Author/Authors :
Ranganathan, Jaya Department of Conservative Dentistry and Endodontics - Priyadarshini Dental College & Hospital, Pandur, India , Rangarajan Sundaresan, Mohan Kumar Department of Conservative Dentistry and Endodontics - Priyadarshini Dental College & Hospital, Pandur, India , Ramasamy, Srinivasan Department of Conservative Dentistry and Endodontics - Priyadarshini Dental College & Hospital, Pandur, India
Abstract :
Dens Invaginatus is a dental malformation that poses diagnostic difficulties in the clinical context. This anomaly may increase the
risk of pulp disease and can potentially complicate endodontic procedure due to the aberrant root canal anatomy. Compared to
conventional radiographs, three-dimensional images obtained with Cone Beam Computed Tomography (CBCT) are invaluable
in the diagnosis of the extent of this anomaly and in the appropriate treatment planning.
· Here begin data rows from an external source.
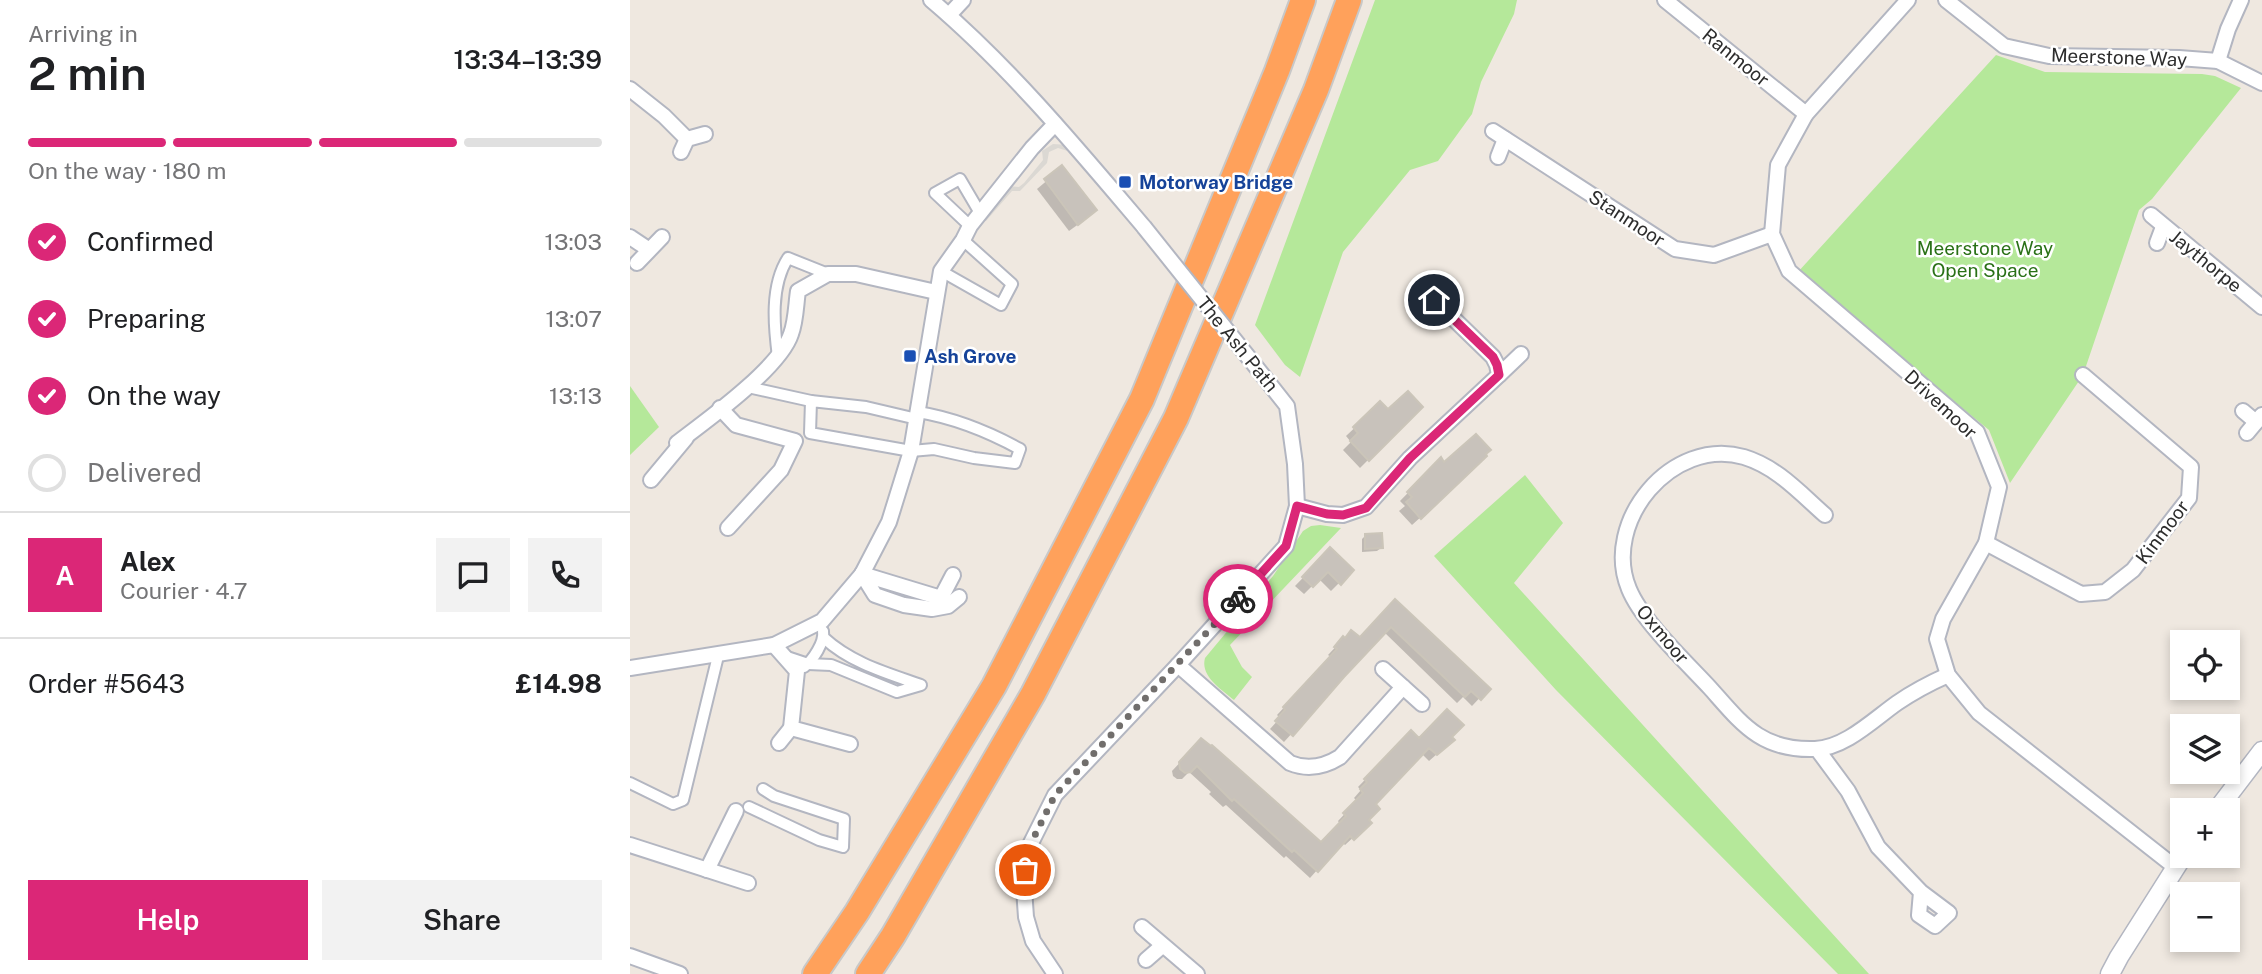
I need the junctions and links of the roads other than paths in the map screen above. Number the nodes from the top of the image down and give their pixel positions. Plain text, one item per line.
1 (931, 0) edge
2 (963, 0) edge
3 (1303, 0) edge
4 (1349, 0) edge
5 (1665, 0) edge
6 (1908, 0) edge
7 (1946, 0) edge
8 (2241, 0) edge
9 (948, 15) junction
10 (2218, 61) junction
11 (2262, 83) edge
12 (630, 89) edge
13 (1806, 114) junction
14 (1055, 124) junction
15 (705, 134) dead end
16 (1498, 157) dead end
17 (980, 213) junction
18 (2151, 215) dead end
19 (970, 226) junction
20 (2163, 227) junction
21 (1772, 234) junction
22 (630, 237) edge
23 (662, 237) dead end
24 (963, 240) junction
25 (2157, 243) dead end
26 (648, 250) junction
27 (637, 263) dead end
28 (941, 271) junction
29 (828, 274) junction
30 (936, 292) junction
31 (2262, 307) edge
32 (1418, 314) dead end
33 (1521, 354) dead end
34 (778, 357) junction
35 (1499, 375) junction
36 (2083, 375) dead end
37 (748, 387) junction
38 (811, 401) junction
39 (720, 408) junction
40 (2243, 411) dead end
41 (917, 416) junction
42 (2255, 423) edge
43 (691, 432) junction
44 (677, 443) dead end
45 (911, 451) junction
46 (651, 480) dead end
47 (1297, 506) junction
48 (1825, 516) dead end
49 (728, 528) dead end
50 (1986, 543) junction
51 (862, 574) junction
52 (953, 575) dead end
53 (959, 597) dead end
54 (822, 621) junction
55 (824, 638) junction
56 (779, 650) junction
57 (717, 660) dead end
58 (1178, 665) junction
59 (630, 667) edge
60 (803, 667) junction
61 (1383, 669) dead end
62 (1948, 675) junction
63 (1403, 687) junction
64 (1422, 704) dead end
65 (791, 727) junction
66 (779, 743) dead end
67 (850, 744) dead end
68 (1817, 749) junction
69 (2262, 751) edge
70 (630, 783) edge
71 (763, 789) dead end
72 (2226, 798) edge
73 (743, 809) joint
74 (630, 845) edge
75 (2170, 854) edge
76 (2175, 868) edge
77 (707, 870) junction
78 (748, 883) dead end
79 (1921, 892) dead end
80 (1142, 927) dead end
81 (1162, 946) junction
82 (630, 956) edge
83 (1146, 960) dead end
84 (680, 974) edge
85 (815, 974) edge
86 (868, 974) edge
87 (1055, 974) edge
88 (1198, 974) edge
89 (2110, 974) edge

1 - 9 street, The Ash Path
2 - 9 street
3 - 85 highway
4 - 86 highway
5 - 13 street, Ranmoor
6 - 13 street, Drivemoor
7 - 10 street, Meerstone Way
8 - 10 street
9 - 14 street, The Ash Path
10 - 11 street, Meerstone Way
12 - 15 street
13 - 21 street, Drivemoor
14 - 17 street
14 - 47 street, The Ash Path, bridge
16 - 21 street, Stanmoor
17 - 19 street
17 - 19 street
18 - 20 street, Jaythorpe
19 - 24 street
20 - 25 street
20 - 31 street, Jaythorpe
21 - 50 street, Drivemoor
22 - 26 street
23 - 26 street
24 - 28 street
24 - 28 street
26 - 27 street
28 - 30 street
29 - 30 street
29 - 34 street
29 - 34 street
30 - 41 street
32 - 35 street
33 - 35 street
34 - 37 street
35 - 47 street
36 - 50 street, Kinmoor
37 - 38 street
37 - 39 street
38 - 41 street
38 - 45 street
39 - 43 street
39 - 49 street
40 - 42 street
41 - 45 street
41 - 45 street
43 - 44 street
43 - 46 street
45 - 51 street
47 - 58 street, The Ash Path
48 - 68 street, Oxmoor
50 - 62 street, Drivemoor
51 - 52 street
51 - 53 street
51 - 54 street
54 - 55 street
54 - 56 street
55 - 60 street
55 - 60 street
56 - 59 street
56 - 60 street
57 - 70 street
58 - 63 street
58 - 87 street, The Ash Path
60 - 65 street
61 - 63 street
62 - 68 street, Oxmoor
62 - 75 street, Drivemoor
63 - 64 street
65 - 66 street
65 - 67 street
68 - 79 street
69 - 72 street
71 - 73 street
73 - 77 street
74 - 77 street
76 - 89 street
77 - 78 street
80 - 81 street
81 - 83 street
81 - 88 street
82 - 84 street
Oehler’s classification (1957) for Dens
Invaginatus (DI) into three types depending on the depth of the invagination has been used for treatment planning. Of the three
types Type III DI is characterized by infolding of the enamel into the tooth up to the root apex and is considered as the most severe
variant of DI and hence the most challenging to treat endodontically, due to the morphological complexities. This report describes
a case of Oehler’s Type III DI in a necrotic permanent maxillary lateral incisor in which CBCT images played a key role in diagnosis
and treatment planning. The case was managed successfully by a combination of nonsurgical and surgical endodontic therapy with
orthograde and retrograde thermoplastic gutta percha obturation.